I was sent to Japan as a young teacher, instead of doing military service. I learnt Japanese and was fascinated by Japan and Japanese literature, and it stayed in my private and intellectual life. Italy was very different. I grew up in Tunisia and a young Sicilian lady who was with my family talked to me in Italian, so the language was familiar to me from the beginning. As a teenager, the books and movies of Pasolini were very important for me, and when I was older I began to translate Italian works and often went to Italy.

Pier Paolo Pasolini is a link between Alberto Moravia and his wife Elsa Morante, because he was both the friend of Alberto Moravia and for some time also very close to Elsa Morante. Was it because you wrote a biography of Pasolini that you decided to write the biographies of Alberto Moravia and Elsa Morante?  

Yes. When I began to read Italian I read Pasolini and Moravia. Moravia has a simple language for foreigners reading Italian, and the main reason I did it was his friendship with Pasolini. When I met Moravia for the first time we spoke a lot about Pasolini, and about Moravia’s wife Elsa Morante. Later I translated more novels and short stories written by Moravia, and I needed to understand the friendship of the trio and what differentiated their work. In my biography of Moravia I speak and write a lot about Pasolini, and in my biography of Elsa Morante I write a lot about Moravia and Pasolini.

Sometimes they travelled together, in India, Egypt or Africa, but the lives and the way of thinking of these three great writers was surely very different?  

Yes, but the three of them had the idea of being a poet.
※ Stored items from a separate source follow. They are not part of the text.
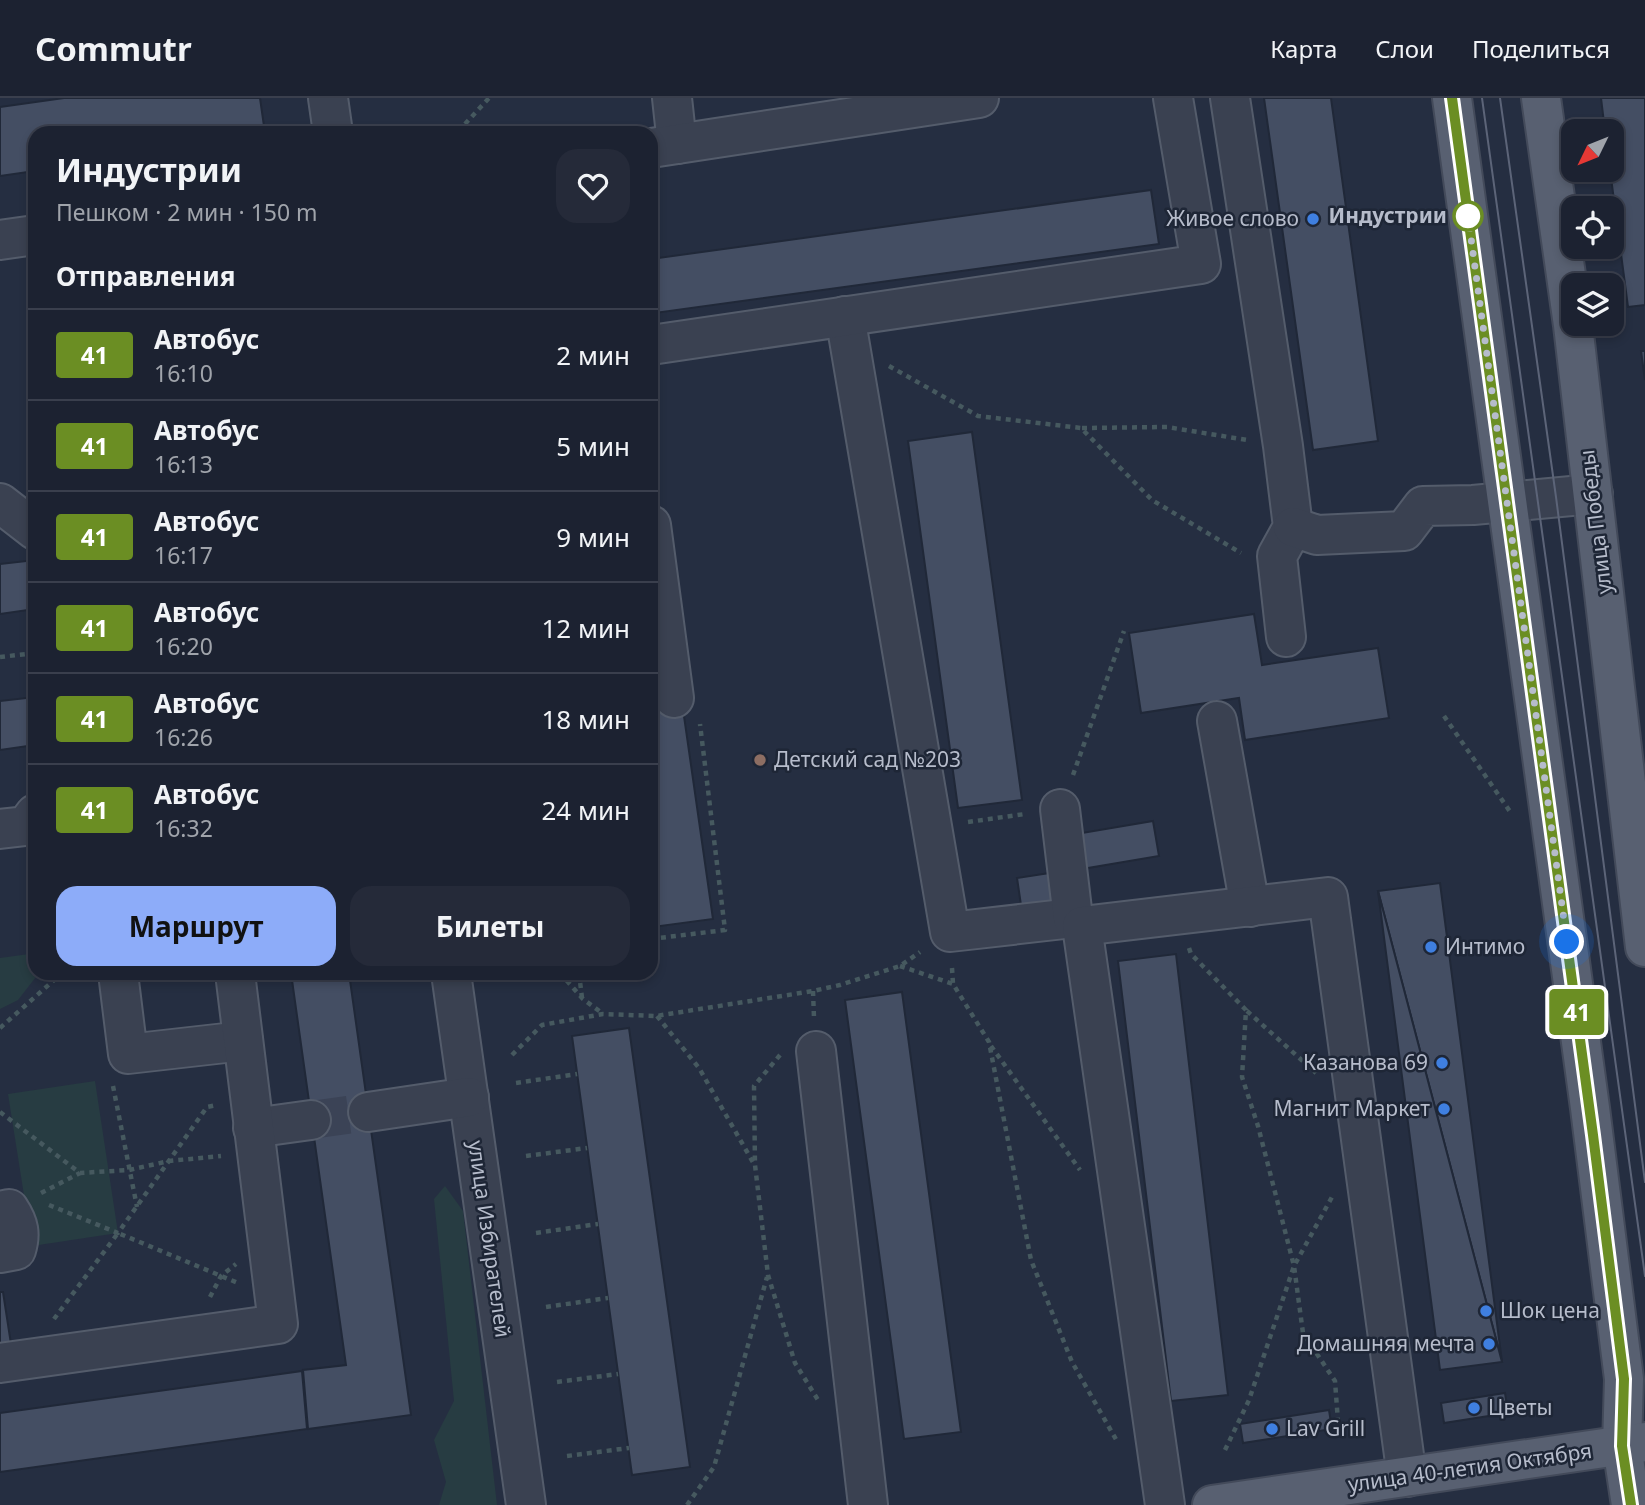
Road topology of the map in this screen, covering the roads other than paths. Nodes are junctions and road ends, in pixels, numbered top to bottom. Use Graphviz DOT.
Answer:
graph roads {
  1 [pos="328,98"];
  2 [pos="671,98"];
  3 [pos="1174,98"];
  4 [pos="1230,98"];
  5 [pos="1452,98"];
  6 [pos="1541,98"];
  7 [pos="962,99"];
  8 [pos="332,126"];
  9 [pos="664,146"];
  10 [pos="28,237"];
  11 [pos="0,240"];
  12 [pos="848,331"];
  13 [pos="658,345"];
  14 [pos="1593,494"];
  15 [pos="1508,501"];
  16 [pos="0,503"];
  17 [pos="28,525"];
  18 [pos="1293,527"];
  19 [pos="658,578"];
  20 [pos="1286,637"];
  21 [pos="674,698"];
  22 [pos="1217,722"];
  23 [pos="1060,809"];
  24 [pos="28,823"];
  25 [pos="0,829"];
  26 [pos="1251,907"];
  27 [pos="1078,922"];
  28 [pos="1645,947"];
  29 [pos="119,980"];
  30 [pos="236,980"];
  31 [pos="453,980"];
  32 [pos="803,1040"];
  33 [pos="243,1041"];
  34 [pos="469,1097"];
  35 [pos="368,1112"];
  36 [pos="311,1120"];
  37 [pos="253,1127"];
  38 [pos="14,1206"];
  39 [pos="0,1253"];
  40 [pos="12,1361"];
  41 [pos="1633,1444"];
  42 [pos="1407,1477"];
  43 [pos="526,1505"];
  44 [pos="868,1505"];
  45 [pos="1165,1505"];
  46 [pos="1212,1505"];
  47 [pos="1631,1505"];
  1 -- 8 [label="street"];
  2 -- 9 [label="street"];
  3 -- 12 [label="street"];
  4 -- 18 [label="street"];
  5 -- 15 [label="main road"];
  6 -- 14 [label="main road, улица Победы"];
  7 -- 9 [label="street"];
  10 -- 11 [label="street"];
  12 -- 13 [label="street"];
  12 -- 27 [label="street"];
  14 -- 15 [label="street"];
  14 -- 28 [label="main road, улица Победы"];
  15 -- 18 [label="street"];
  15 -- 41 [label="main road"];
  16 -- 17 [label="street"];
  18 -- 20 [label="street"];
  19 -- 21 [label="street"];
  22 -- 26 [label="street"];
  23 -- 27 [label="street"];
  24 -- 25 [label="street"];
  26 -- 27 [label="street"];
  26 -- 42 [label="street"];
  27 -- 45 [label="street"];
  29 -- 33 [label="street"];
  30 -- 33 [label="street"];
  31 -- 34 [label="street, улица Избирателей"];
  32 -- 44 [label="street"];
  33 -- 37 [label="street"];
  34 -- 35 [label="street"];
  34 -- 43 [label="street, улица Избирателей"];
  36 -- 37 [label="street"];
  37 -- 40 [label="street"];
  38 -- 39 [label="street"];
  41 -- 42 [label="main road, улица 40-летия Октября"];
  41 -- 47 [label="main road"];
  42 -- 46 [label="main road, улица 40-летия Октября"];
}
Just one was really a poet. Pasolini. I’ve recently translated Moravia’s poetry into French, and it will be published soon. Moravia was fascinated by poets, he wanted to be a poet. Elsa Morante’s first collection of poetry was published by Longanesi. The director of the collection was Nico Naldini, Pasolini’s cousin. At the same time Pasolini published L’usignolo della Chiesa Cattolica. The friendship between Pasolini and Moravia was very intellectual and rational, they needed to understand their country, Italy, and not only Italy but the people of Italy and politics. But between Elsa Morante and Pasolini there was something else. Elsa Morante was fascinated by homosexuals, she fell in love with Visconti, and when she met Pasolini she had just left Visconti and it was very important for her to meet another gay creator. There were other deep links between them, even if they had a quarrel about her work La Storia because Pasolini didn’t like it.
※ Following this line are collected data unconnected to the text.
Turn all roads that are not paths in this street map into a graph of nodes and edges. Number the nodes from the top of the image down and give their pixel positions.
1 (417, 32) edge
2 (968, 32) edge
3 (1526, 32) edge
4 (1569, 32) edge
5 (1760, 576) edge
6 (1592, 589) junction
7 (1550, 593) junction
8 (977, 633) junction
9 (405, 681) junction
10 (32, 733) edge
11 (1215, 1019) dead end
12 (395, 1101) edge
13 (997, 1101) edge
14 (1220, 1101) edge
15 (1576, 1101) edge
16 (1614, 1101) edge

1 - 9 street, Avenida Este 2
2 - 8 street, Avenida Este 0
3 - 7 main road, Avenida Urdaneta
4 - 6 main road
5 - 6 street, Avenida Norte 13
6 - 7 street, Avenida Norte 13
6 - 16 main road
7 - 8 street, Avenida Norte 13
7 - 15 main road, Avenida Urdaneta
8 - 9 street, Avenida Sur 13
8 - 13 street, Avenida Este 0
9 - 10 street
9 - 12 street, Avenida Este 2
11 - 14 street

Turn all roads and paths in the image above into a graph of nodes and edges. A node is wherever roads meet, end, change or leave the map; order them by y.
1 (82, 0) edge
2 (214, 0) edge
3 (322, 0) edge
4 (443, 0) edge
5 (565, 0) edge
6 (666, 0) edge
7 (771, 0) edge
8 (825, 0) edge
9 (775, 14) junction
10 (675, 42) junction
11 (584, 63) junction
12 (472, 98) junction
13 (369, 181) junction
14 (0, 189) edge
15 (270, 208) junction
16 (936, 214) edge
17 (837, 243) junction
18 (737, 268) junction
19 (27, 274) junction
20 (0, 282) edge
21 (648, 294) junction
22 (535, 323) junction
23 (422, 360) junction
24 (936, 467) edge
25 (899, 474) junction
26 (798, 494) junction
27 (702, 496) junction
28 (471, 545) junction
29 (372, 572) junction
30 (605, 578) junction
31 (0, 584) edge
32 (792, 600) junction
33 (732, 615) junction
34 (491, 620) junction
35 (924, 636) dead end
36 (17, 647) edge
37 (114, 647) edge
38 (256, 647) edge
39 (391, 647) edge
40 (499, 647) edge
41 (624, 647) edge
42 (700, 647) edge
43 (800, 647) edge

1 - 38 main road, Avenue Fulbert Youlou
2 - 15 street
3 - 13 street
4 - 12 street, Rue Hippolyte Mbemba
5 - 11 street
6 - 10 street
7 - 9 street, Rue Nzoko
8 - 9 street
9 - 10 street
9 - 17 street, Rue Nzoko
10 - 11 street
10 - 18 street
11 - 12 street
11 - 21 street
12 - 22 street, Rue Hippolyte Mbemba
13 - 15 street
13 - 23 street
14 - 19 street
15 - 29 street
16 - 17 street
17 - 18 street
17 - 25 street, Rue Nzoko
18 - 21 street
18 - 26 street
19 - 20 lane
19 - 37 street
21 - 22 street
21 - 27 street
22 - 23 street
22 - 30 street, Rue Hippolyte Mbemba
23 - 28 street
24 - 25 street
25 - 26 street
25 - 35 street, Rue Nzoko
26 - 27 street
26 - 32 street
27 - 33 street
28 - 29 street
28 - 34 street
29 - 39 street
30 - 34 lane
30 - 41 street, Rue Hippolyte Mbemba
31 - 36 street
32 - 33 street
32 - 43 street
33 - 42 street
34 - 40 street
La Storia was not Elsa Morante’s masterpiece but it made her a very popular writer and was a bestseller. Why didn’t Pasolini like her novel? 

One of the reasons was because she spoke about the poor people of Rome suburbs and he thought that they belonged to him, that he Pasolini was the writer of Roman people. He also thought, like other critics, that Elsa Morante didn’t understand the struggle of poor people during the war and idealized her characters. And he didn’t like the use of language in La Storia because, according to him, Elsa Morante invented a language which was not the right language of poor people. He was a very severe critic. They split after the publication of the book and she didn’t speak with him anymore.

“I want to understand how a writer who is very different from me works.”

René de Ceccatty

René de Ceccatty, Elsa Morante and Alberto Moravia had many links.  They were both writers and also had this strange destiny of her Jewish mother and his Jewish father. They wanted to have a Catholic marriage to show that they were not Jewish at the time when Jews were persecuted in Italy under the fascist regime during the war. When Alberto Moravia wrote La Ciociara (Two Women) he talked about this strange moment when they had to hide near Fondi in very uncomfortable and difficult circumstances in order to escape the persecutions. The bond between Moravia and Morante, in bad times and good, was very strong, but still you managed to tell two different stories of two different lives? 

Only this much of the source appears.